Principalmente las sales según la invención presentan un efecto analgésico. Por consiguiente, una forma especialmente preferente de la invención consiste en la utilización de sales de como mínimo una imidazo-3-amina o imidazo-5-amina bicíclica N-acilada de Fórmula general I, en la que R^{1} a R^{8}, A y X tienen los significados arriba mencionados, y/o de sus productos de adición con un ácido fisiológicamente compatible, para producir un medicamento para el tratamiento del dolor.
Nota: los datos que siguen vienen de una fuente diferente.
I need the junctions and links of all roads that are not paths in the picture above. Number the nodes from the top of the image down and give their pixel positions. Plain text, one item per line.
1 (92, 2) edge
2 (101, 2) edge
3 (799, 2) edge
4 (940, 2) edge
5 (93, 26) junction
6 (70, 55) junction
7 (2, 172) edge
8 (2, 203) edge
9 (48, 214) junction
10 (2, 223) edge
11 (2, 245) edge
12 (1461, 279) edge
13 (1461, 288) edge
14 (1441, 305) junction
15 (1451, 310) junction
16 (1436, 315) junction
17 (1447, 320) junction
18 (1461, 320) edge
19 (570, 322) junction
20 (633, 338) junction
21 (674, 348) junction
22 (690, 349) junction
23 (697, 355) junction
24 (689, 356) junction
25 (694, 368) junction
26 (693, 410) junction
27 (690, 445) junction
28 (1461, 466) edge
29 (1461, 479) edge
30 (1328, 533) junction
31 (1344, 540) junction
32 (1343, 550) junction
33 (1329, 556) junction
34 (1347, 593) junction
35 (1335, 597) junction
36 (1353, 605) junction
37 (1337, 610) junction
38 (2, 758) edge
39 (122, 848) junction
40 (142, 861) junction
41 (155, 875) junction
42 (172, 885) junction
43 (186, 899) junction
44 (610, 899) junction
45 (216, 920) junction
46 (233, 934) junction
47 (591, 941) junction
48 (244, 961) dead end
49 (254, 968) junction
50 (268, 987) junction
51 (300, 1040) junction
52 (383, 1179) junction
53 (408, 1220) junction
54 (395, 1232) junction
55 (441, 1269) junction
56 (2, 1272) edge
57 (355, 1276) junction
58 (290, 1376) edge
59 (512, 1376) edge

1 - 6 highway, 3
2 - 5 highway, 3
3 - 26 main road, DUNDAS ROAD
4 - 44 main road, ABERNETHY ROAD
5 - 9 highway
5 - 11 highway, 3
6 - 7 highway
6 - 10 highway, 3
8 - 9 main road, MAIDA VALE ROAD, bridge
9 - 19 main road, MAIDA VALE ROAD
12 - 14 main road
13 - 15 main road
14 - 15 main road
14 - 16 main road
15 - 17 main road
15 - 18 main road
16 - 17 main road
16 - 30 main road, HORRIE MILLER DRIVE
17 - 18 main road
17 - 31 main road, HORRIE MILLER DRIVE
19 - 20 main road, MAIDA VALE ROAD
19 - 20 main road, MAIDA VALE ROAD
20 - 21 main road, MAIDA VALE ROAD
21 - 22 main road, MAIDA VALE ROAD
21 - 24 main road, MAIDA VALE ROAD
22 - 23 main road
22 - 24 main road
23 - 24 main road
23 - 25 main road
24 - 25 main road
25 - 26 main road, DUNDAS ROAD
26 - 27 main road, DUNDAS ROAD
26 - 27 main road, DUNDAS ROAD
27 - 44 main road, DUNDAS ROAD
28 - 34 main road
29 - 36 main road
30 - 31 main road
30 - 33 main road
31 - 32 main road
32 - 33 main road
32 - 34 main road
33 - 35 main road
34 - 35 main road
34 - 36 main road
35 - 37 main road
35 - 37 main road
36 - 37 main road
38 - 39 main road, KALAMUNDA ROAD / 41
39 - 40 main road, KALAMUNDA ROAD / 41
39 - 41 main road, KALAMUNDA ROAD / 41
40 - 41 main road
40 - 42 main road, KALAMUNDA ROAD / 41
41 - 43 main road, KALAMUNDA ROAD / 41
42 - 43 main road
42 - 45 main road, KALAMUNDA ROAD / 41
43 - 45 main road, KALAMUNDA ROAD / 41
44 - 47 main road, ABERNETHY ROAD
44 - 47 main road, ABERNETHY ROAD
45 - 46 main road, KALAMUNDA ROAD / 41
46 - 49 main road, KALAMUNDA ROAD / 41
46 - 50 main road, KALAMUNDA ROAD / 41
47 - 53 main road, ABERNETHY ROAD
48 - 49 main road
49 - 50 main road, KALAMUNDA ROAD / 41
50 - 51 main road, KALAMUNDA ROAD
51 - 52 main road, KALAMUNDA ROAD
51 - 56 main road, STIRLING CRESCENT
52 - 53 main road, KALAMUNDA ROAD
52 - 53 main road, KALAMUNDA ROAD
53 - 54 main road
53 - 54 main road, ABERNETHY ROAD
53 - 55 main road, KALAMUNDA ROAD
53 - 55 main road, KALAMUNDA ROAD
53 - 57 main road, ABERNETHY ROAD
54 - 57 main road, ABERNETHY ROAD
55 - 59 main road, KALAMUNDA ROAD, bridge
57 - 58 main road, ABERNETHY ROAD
Además, estos principios activos son adecuados en particular para el tratamiento del abuso de estupefacientes y/o de alcohol, diarrea, gastritis, úlcera, incontinencia urinaria, depresiones, narcolepsia, sobrepeso, asma, glaucoma, tinnitus, prurito y/o síndrome hipercinético. También son adecuados para el tratamiento/profilaxis de la epilepsia y la esquizofrenia, y/o como ansiolíticos y/o anestésicos.
Los medicamentos según la invención, en particular los calmantes (analgésicos), además de como mínimo una sal de Fórmula I, o su producto de adición con un ácido fisológicamente compatible, contienen vehículos, materiales de carga, disolventes, diluyentes, colorantes y/o excipientes. La selección de las sustancias auxiliares y las cantidades a utilizar de éstas es conocida por los especialistas y depende de si el medicamento se va a administrar vía oral, intravenosa, intraperitoneal, intradérmica, intramuscular, intranasal, bucal o local, por ejemplo sobre infecciones de la piel, las mucosas y los ojos. Para la administración oral son adecuados los preparados en forma de tabletas, grageas, cápsulas, granulados, gotas, jugos y jarabes, y para la administración parenteral, tópica o por inhalación son adecuadas las soluciones, suspensiones, preparados secos de fácil reconstitución y aerosoles. Adecuadas para la administración percutánea son las sales de Fórmula I según la invención, o sus productos de adición con ácidos fisiológicamente compatibles, que se presentan disueltas en un depósito o en un emplasto, si es el caso junto con agentes promotores de la penetración en la piel. Los preparados útiles por vía oral o percutánea pueden liberar de forma retardada las sales de Fórmula I según la invención o sus productos de adición con ácidos fisiológicamente compatibles.
La cantidad de principio activo a administrar al paciente varía en función de su peso, del tipo de administración, la indicación y la gravedad de la enfermedad. Normalmente se administran de 2 a 500 mg/kg de las sales de imidazo-3-aminas o imidazo-5-aminas bicíclicas N-aciladas de Fórmula I o de sus productos de adición con ácidos fisiológicamente compatibles.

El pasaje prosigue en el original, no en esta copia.